Stored data:
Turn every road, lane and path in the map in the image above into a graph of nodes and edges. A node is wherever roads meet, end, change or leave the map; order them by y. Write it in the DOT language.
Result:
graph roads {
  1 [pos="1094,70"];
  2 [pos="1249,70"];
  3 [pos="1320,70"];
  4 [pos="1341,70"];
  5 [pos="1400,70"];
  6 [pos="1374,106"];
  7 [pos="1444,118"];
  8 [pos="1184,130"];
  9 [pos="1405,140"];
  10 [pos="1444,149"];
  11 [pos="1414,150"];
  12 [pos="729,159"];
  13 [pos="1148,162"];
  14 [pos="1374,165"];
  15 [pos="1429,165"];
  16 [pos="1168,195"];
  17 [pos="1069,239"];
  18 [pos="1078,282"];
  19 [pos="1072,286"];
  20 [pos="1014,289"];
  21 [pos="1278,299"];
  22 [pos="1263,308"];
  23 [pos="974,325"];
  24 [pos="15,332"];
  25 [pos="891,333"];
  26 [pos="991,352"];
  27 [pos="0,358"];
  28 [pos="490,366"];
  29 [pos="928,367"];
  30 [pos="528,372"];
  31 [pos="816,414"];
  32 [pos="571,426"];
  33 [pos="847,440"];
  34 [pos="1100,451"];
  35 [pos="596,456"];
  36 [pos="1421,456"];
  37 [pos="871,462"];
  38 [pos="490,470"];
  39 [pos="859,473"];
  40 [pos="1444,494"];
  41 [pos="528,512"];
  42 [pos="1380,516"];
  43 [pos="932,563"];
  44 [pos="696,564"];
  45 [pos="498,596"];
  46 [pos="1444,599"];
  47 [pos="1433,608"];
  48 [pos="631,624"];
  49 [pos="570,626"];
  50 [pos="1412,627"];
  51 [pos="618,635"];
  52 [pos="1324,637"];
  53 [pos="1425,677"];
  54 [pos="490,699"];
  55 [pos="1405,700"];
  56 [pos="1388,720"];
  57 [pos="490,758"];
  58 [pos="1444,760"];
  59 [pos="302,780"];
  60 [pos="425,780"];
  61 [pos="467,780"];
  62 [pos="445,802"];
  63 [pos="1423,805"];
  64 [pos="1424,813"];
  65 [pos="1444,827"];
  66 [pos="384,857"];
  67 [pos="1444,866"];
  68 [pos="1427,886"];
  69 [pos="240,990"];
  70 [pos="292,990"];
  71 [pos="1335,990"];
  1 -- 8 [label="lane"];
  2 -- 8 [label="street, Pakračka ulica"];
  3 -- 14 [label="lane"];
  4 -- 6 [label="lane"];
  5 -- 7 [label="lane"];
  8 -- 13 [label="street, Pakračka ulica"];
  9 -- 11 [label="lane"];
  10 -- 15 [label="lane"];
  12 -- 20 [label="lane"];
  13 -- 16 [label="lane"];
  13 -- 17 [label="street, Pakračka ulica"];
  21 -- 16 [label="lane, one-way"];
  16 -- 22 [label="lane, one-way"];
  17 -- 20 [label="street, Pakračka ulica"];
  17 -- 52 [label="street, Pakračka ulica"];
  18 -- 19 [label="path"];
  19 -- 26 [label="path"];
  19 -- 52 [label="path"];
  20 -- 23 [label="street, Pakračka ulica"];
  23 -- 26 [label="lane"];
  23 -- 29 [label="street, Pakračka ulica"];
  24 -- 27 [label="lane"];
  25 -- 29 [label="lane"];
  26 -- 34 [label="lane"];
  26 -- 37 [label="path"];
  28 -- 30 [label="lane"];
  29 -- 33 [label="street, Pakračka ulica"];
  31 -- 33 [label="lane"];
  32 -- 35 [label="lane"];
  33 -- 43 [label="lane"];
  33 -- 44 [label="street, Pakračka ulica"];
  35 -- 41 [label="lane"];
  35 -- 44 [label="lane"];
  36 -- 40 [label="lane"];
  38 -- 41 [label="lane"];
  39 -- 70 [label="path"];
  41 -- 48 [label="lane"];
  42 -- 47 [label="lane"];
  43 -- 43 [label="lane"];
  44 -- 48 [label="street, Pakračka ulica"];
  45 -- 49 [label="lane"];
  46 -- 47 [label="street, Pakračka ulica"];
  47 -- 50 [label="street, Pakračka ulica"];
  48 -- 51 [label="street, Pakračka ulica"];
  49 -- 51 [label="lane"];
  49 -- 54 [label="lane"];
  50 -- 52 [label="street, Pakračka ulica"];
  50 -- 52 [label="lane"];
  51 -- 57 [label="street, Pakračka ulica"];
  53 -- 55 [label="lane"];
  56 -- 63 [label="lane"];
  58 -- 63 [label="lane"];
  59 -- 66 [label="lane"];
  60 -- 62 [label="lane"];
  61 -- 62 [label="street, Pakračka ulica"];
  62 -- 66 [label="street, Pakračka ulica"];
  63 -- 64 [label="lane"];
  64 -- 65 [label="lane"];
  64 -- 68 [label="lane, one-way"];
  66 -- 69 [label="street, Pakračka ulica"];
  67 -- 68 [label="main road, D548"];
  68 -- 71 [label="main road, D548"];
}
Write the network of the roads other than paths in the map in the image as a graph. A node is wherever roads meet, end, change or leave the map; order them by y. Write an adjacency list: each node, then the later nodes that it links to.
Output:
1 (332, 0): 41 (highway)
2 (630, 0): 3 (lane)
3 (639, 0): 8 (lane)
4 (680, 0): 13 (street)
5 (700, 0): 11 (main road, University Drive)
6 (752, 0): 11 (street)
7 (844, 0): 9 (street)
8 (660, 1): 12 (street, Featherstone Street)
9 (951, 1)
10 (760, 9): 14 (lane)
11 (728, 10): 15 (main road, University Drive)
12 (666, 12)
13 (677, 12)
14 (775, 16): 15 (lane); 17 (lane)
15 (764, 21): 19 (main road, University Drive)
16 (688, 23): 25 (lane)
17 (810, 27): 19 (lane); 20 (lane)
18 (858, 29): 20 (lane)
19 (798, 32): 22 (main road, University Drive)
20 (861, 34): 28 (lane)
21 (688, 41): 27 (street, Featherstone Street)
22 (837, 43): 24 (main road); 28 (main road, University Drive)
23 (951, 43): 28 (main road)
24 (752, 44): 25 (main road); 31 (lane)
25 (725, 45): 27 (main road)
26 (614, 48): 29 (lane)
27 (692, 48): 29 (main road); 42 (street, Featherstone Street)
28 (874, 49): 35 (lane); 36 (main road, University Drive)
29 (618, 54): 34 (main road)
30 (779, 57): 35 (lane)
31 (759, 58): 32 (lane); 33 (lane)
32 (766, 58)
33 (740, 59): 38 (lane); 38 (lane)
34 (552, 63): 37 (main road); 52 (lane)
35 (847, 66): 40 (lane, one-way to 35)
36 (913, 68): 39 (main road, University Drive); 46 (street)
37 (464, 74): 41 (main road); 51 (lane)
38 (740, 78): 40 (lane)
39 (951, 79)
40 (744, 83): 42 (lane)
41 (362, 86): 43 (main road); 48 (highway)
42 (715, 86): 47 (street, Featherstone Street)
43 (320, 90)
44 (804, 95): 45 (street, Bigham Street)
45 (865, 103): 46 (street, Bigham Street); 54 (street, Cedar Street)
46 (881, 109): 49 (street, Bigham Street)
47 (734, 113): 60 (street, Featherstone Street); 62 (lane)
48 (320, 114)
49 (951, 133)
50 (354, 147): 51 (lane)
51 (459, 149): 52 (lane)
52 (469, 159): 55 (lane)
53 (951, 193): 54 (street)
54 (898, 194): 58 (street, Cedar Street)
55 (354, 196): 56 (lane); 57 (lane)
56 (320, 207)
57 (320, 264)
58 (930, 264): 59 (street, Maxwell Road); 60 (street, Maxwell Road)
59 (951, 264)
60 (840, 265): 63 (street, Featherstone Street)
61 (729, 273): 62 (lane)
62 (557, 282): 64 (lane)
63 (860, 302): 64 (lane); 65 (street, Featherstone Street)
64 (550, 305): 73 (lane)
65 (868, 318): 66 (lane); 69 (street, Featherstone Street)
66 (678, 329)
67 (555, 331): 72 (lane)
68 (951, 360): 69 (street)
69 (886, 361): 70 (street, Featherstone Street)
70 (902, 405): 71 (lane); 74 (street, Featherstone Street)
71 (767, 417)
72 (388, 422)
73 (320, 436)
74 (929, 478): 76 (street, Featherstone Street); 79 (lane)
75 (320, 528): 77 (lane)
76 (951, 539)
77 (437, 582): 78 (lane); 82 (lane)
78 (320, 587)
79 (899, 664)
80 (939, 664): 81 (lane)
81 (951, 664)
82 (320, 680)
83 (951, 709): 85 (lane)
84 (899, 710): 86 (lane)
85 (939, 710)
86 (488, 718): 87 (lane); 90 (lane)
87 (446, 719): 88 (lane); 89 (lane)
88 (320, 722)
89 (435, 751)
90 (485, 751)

REQUIRED ACTION: Work through the records above. Copy every line with the string "graph".

RESPONSE AREA:
Turn every road, lane and path in the map in the image above into a graph of nodes and edges. A node is wherever roads meet, end, change or leave the map; order them by y. Write it in the DOT language.
graph roads {
Write the network of the roads other than paths in the map in the image as a graph. A node is wherever roads meet, end, change or leave the map; order them by y. Write an adjacency list: each node, then the later nodes that it links to.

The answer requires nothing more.